**Required action**
Retype all data exactly as given. Pictures should not be retyped.

[[ Record set, beginning ]]

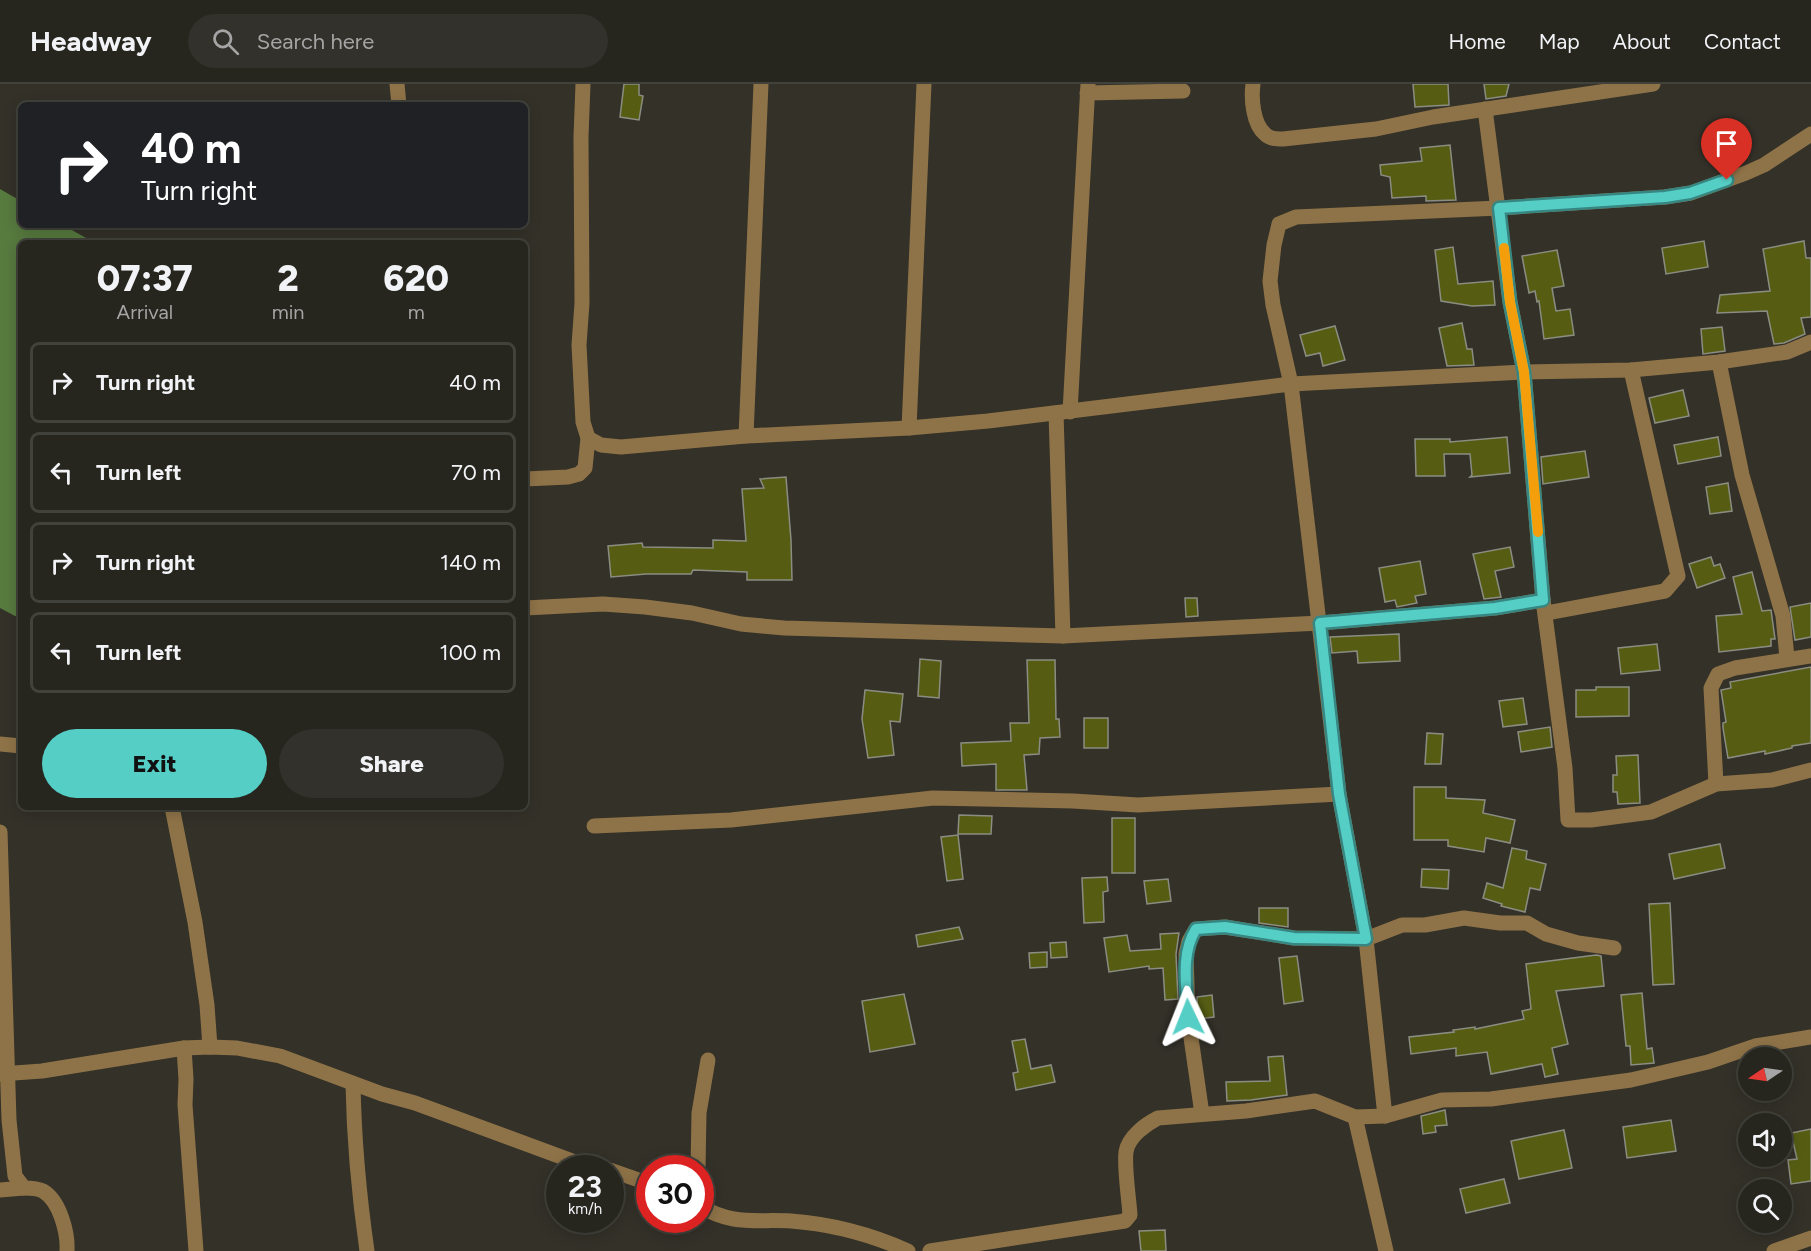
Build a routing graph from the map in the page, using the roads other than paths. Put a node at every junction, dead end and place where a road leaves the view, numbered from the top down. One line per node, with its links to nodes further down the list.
1 (397, 84): 9 (street)
2 (583, 84): 21 (street)
3 (761, 84): 20 (street)
4 (924, 84): 19 (street)
5 (1253, 84): 10 (street)
6 (1653, 84): 10 (street)
7 (1088, 89): 8 (street); 18 (street)
8 (1183, 91)
9 (399, 102)
10 (1485, 109): 12 (street)
11 (1811, 134): 12 (street)
12 (1499, 208): 16 (street); 17 (street)
13 (1811, 342): 14 (street)
14 (1719, 362): 15 (street); 28 (street)
15 (1631, 370): 16 (street); 23 (street)
16 (1524, 372): 17 (street); 23 (street)
17 (1291, 384): 18 (street); 25 (street)
18 (1063, 412): 19 (street); 26 (street)
19 (909, 428): 20 (street)
20 (746, 436): 21 (street)
21 (588, 438): 22 (street)
22 (528, 479)
23 (1545, 606): 25 (street); 32 (street)
24 (528, 608): 26 (street)
25 (1320, 623): 26 (street); 33 (street)
26 (1063, 636)
27 (1811, 656): 28 (street)
28 (1787, 658): 32 (street)
29 (0, 744): 30 (street)
30 (18, 746)
31 (1811, 770): 32 (street)
32 (1716, 784)
33 (1339, 794): 35 (street); 37 (street)
34 (173, 810): 40 (street)
35 (594, 826)
36 (0, 832): 43 (street)
37 (1366, 939): 38 (street); 45 (street); 46 (street)
38 (1614, 948)
39 (1811, 1036): 46 (street)
40 (210, 1047): 41 (street); 44 (street)
41 (184, 1048): 43 (street); 55 (street)
42 (708, 1060): 49 (street)
43 (4, 1073): 50 (street)
44 (354, 1084): 48 (street); 56 (street)
45 (1202, 1114): 47 (street); 58 (street)
46 (1385, 1116): 47 (street)
47 (1355, 1117): 59 (street)
48 (556, 1155)
49 (698, 1155)
50 (24, 1188): 51 (street); 54 (street)
51 (0, 1190)
52 (714, 1214): 57 (street)
53 (1811, 1238): 60 (street)
54 (68, 1251)
55 (196, 1251)
56 (367, 1251)
57 (908, 1251)
58 (930, 1251)
59 (1386, 1251)
60 (1774, 1251)

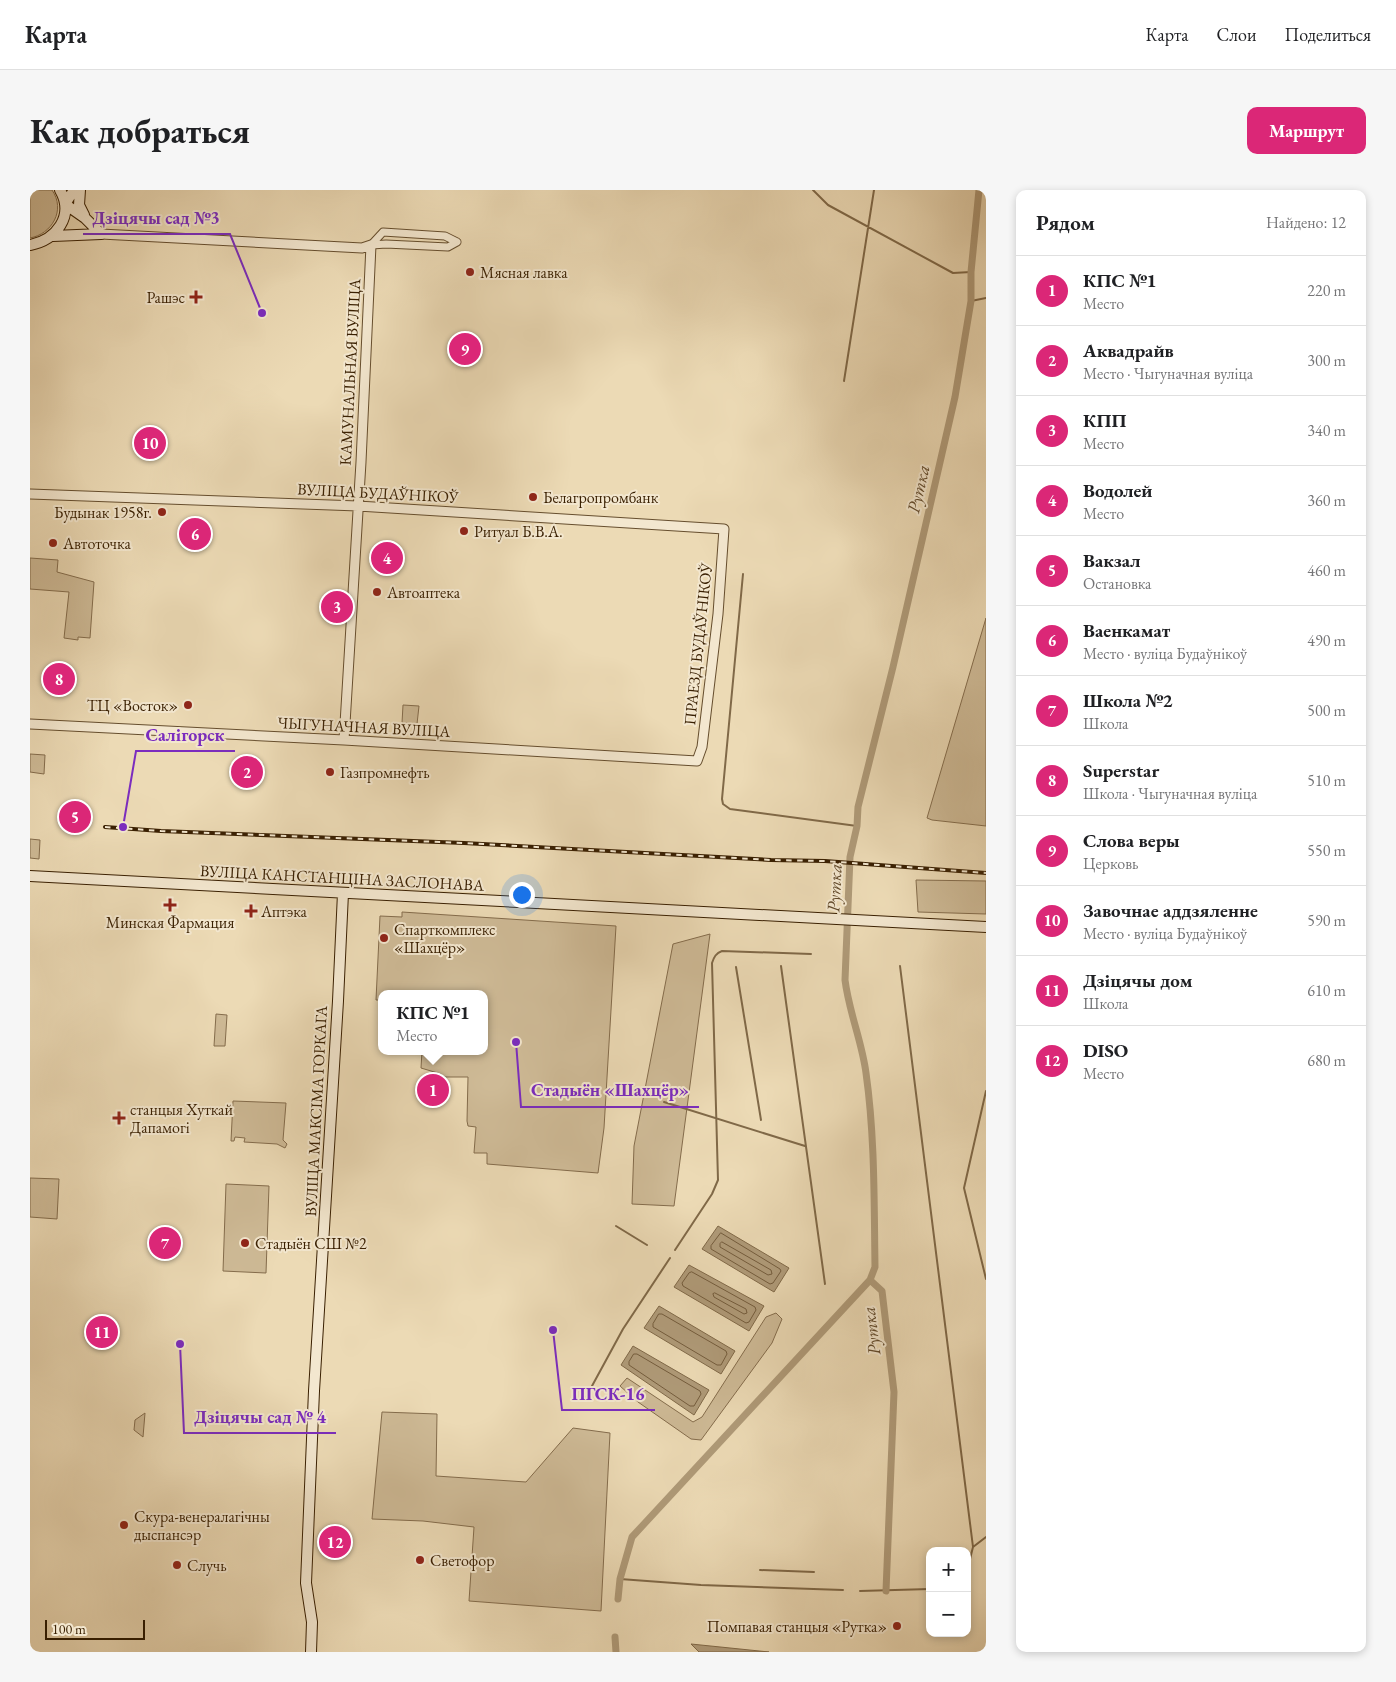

[[ Record set, end ]]

**Your response**
Build a routing graph from the map in the page, using the roads other than paths. Put a node at every junction, dead end and place where a road leaves the view, numbered from the top down. One line per node, with its links to nodes further down the list.
1 (397, 84): 9 (street)
2 (583, 84): 21 (street)
3 (761, 84): 20 (street)
4 (924, 84): 19 (street)
5 (1253, 84): 10 (street)
6 (1653, 84): 10 (street)
7 (1088, 89): 8 (street); 18 (street)
8 (1183, 91)
9 (399, 102)
10 (1485, 109): 12 (street)
11 (1811, 134): 12 (street)
12 (1499, 208): 16 (street); 17 (street)
13 (1811, 342): 14 (street)
14 (1719, 362): 15 (street); 28 (street)
15 (1631, 370): 16 (street); 23 (street)
16 (1524, 372): 17 (street); 23 (street)
17 (1291, 384): 18 (street); 25 (street)
18 (1063, 412): 19 (street); 26 (street)
19 (909, 428): 20 (street)
20 (746, 436): 21 (street)
21 (588, 438): 22 (street)
22 (528, 479)
23 (1545, 606): 25 (street); 32 (street)
24 (528, 608): 26 (street)
25 (1320, 623): 26 (street); 33 (street)
26 (1063, 636)
27 (1811, 656): 28 (street)
28 (1787, 658): 32 (street)
29 (0, 744): 30 (street)
30 (18, 746)
31 (1811, 770): 32 (street)
32 (1716, 784)
33 (1339, 794): 35 (street); 37 (street)
34 (173, 810): 40 (street)
35 (594, 826)
36 (0, 832): 43 (street)
37 (1366, 939): 38 (street); 45 (street); 46 (street)
38 (1614, 948)
39 (1811, 1036): 46 (street)
40 (210, 1047): 41 (street); 44 (street)
41 (184, 1048): 43 (street); 55 (street)
42 (708, 1060): 49 (street)
43 (4, 1073): 50 (street)
44 (354, 1084): 48 (street); 56 (street)
45 (1202, 1114): 47 (street); 58 (street)
46 (1385, 1116): 47 (street)
47 (1355, 1117): 59 (street)
48 (556, 1155)
49 (698, 1155)
50 (24, 1188): 51 (street); 54 (street)
51 (0, 1190)
52 (714, 1214): 57 (street)
53 (1811, 1238): 60 (street)
54 (68, 1251)
55 (196, 1251)
56 (367, 1251)
57 (908, 1251)
58 (930, 1251)
59 (1386, 1251)
60 (1774, 1251)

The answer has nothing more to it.